In addition to the foregoing considerations, the Board considered that, as a matter of policy,
many institutional investors will not purchase stocks trading below certain minimum price levels,
and brokers often discourage their customers from purchasing such stocks. We believe that these
concerns will be reduced if the price per share of our common stock increases.
The Board believes that the total number of shares of our common stock currently outstanding
is disproportionately large relative to our present market capitalization and that a reverse stock
split would bring the number of outstanding shares to a level more in line with other companies
with comparable market capitalizations. Moreover, the Board considered that when the number of
outstanding shares of common stock is unreasonably large in relation to a companys earnings, a
significant change in net earnings or losses is required to create a noticeable change, in absolute
terms, in such companys reported earnings or loss per share levels. If we implement a reverse
stock split and decrease the number of shares outstanding, our investors could more easily
understand the impact on earnings or loss per share attributable to developments in our business.
A reverse stock split may also reduce the relatively high transaction costs and commissions
incurred by our stockholders due to our currently low per share trading price.
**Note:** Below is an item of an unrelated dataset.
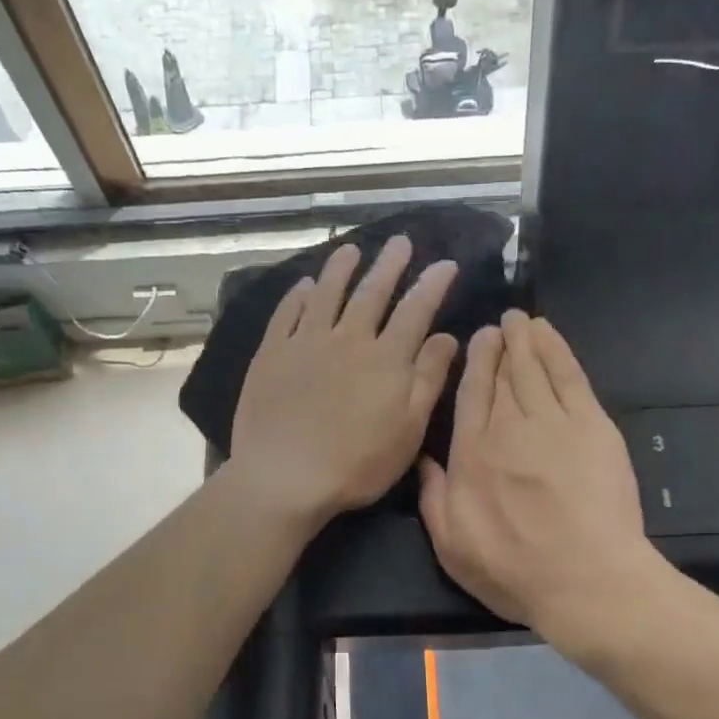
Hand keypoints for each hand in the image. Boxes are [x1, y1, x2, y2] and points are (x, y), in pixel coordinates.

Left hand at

The structure of
trading commissions, when they are set at a fixed price per share, can have an adverse impact on
holders of lower-priced securities because the brokerage commissions generally represent a higher
percentage of the sales prices of lower-priced securities than they do on higher-priced issues,
which may discourage trading in such lower-priced securities. If the price of our shares is
higher, then the adverse impact of these commissions could be reduced.
Any increase in the liquidity of our common stock due to a higher price per share may be
partially or entirely offset by a reduction in liquidity due to the fewer number of shares issued
and outstanding after the reverse stock split. Furthermore, the reverse stock split will likely
increase the number of common stock holdings that are not divisible by 100 (often referred to as
odd lots), which may make these shares more difficult to sell and could result in higher selling
costs for stockholders who hold odd lots.
The Board believes that the potential positive effects of a reverse stock split can outweigh
the potential negative effects and intends to implement the proposed split only if they conclude
that to be the case. In making that evaluation the Board will take into account various negative
factors including: (i) the negative perception of reverse stock splits held by some stock market
participants; (ii) the adverse effect on liquidity that might be caused by a reduced number of
shares outstanding; and (iii) the costs associated with implementing a reverse stock split. The
effect of the reverse stock split upon the market price of our common stock cannot be predicted
with any certainty, and the history of similar stock splits for companies in similar circumstances
to ours is varied. It is also possible that a reverse stock split may not increase the per share
price of our common stock in proportion to the reduction in the number of shares of our common
stock outstanding or result in a permanent increase in the per share price, which depends on many
factors.
After considering the foregoing factors, the Board determined that submitting this Proposal
for approval by stockholders is in our best interests and that of our stockholders. The Board
reserves the right not to implement the reverse stock split if the Board does not deem it to be in
our best interests or that of our stockholders.
Our Board of Directors, in its sole discretion, may elect to effect any one (but not more than
one) of the four reverse split ratios after receipt of stockholder approval, or none of them if our
Board of Directors determines in its sole discretion not to proceed with the reverse stock split.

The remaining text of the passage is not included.